(RECORDS TO USE Opens)

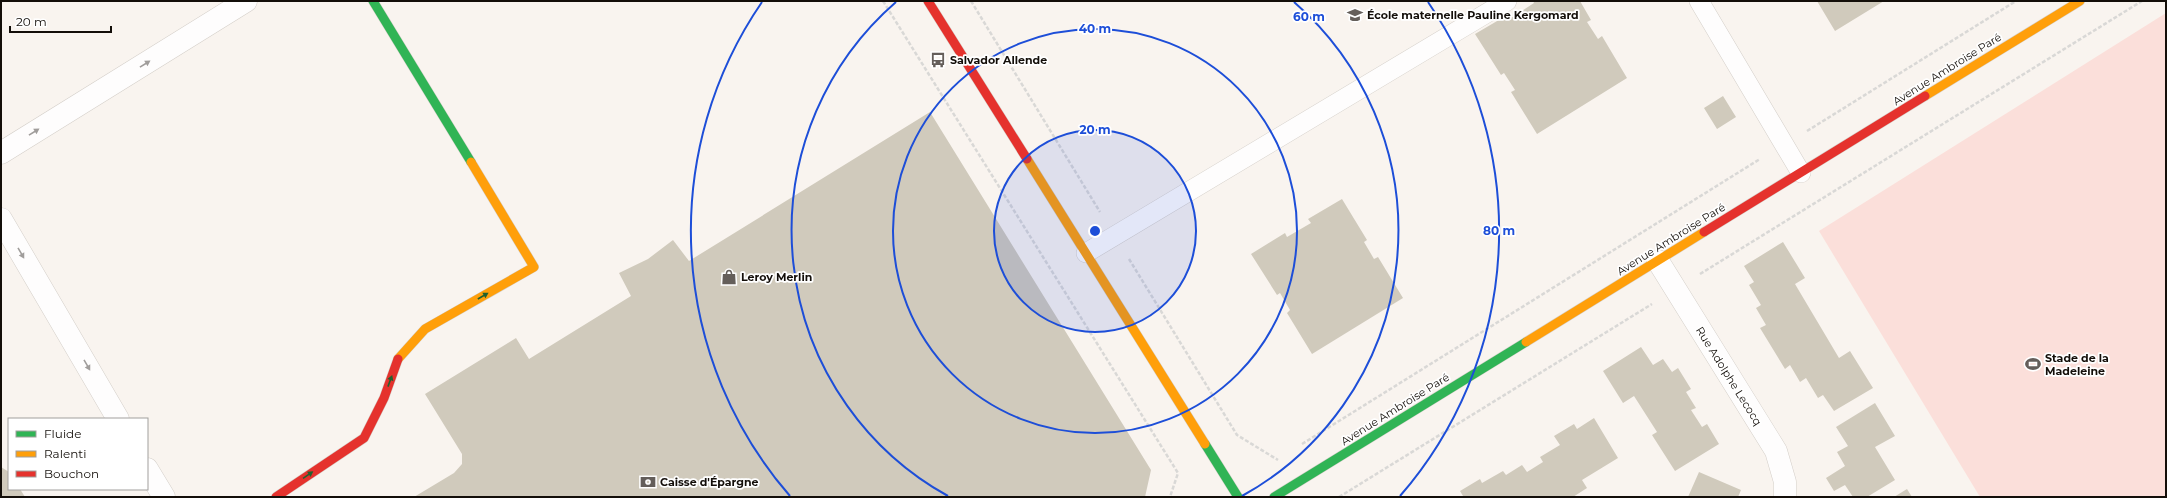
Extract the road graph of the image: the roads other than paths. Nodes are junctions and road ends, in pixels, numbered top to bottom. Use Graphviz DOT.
graph roads {
  1 [pos="246,1"];
  2 [pos="373,1"];
  3 [pos="928,1"];
  4 [pos="1507,1"];
  5 [pos="1698,1"];
  6 [pos="2080,1"];
  7 [pos="1,153"];
  8 [pos="1801,172"];
  9 [pos="1,219"];
  10 [pos="1086,253"];
  11 [pos="1658,261"];
  12 [pos="117,418"];
  13 [pos="148,471"];
  14 [pos="164,497"];
  15 [pos="276,497"];
  16 [pos="1238,497"];
  17 [pos="1274,497"];
  18 [pos="1785,497"];
  7 -- 1 [label="street, one-way"];
  15 -- 2 [label="street, one-way"];
  3 -- 10 [label="street"];
  4 -- 10 [label="lane"];
  5 -- 8 [label="lane"];
  6 -- 8 [label="street, Avenue Ambroise Paré"];
  8 -- 11 [label="street, Avenue Ambroise Paré"];
  9 -- 12 [label="street, one-way"];
  10 -- 16 [label="street"];
  11 -- 17 [label="street, Avenue Ambroise Paré"];
  11 -- 18 [label="street, Rue Adolphe Lecocq"];
  13 -- 14 [label="street"];
}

(RECORDS TO USE Closes)

INSTRUCTIONS TO FOLLOW:
Pictures stay out of the copy, while everything else in the records above goes in exactly as written.

SOLUTION TO THIS TASK:
Extract the road graph of the image: the roads other than paths. Nodes are junctions and road ends, in pixels, numbered top to bottom. Use Graphviz DOT.
graph roads {
  1 [pos="246,1"];
  2 [pos="373,1"];
  3 [pos="928,1"];
  4 [pos="1507,1"];
  5 [pos="1698,1"];
  6 [pos="2080,1"];
  7 [pos="1,153"];
  8 [pos="1801,172"];
  9 [pos="1,219"];
  10 [pos="1086,253"];
  11 [pos="1658,261"];
  12 [pos="117,418"];
  13 [pos="148,471"];
  14 [pos="164,497"];
  15 [pos="276,497"];
  16 [pos="1238,497"];
  17 [pos="1274,497"];
  18 [pos="1785,497"];
  7 -- 1 [label="street, one-way"];
  15 -- 2 [label="street, one-way"];
  3 -- 10 [label="street"];
  4 -- 10 [label="lane"];
  5 -- 8 [label="lane"];
  6 -- 8 [label="street, Avenue Ambroise Paré"];
  8 -- 11 [label="street, Avenue Ambroise Paré"];
  9 -- 12 [label="street, one-way"];
  10 -- 16 [label="street"];
  11 -- 17 [label="street, Avenue Ambroise Paré"];
  11 -- 18 [label="street, Rue Adolphe Lecocq"];
  13 -- 14 [label="street"];
}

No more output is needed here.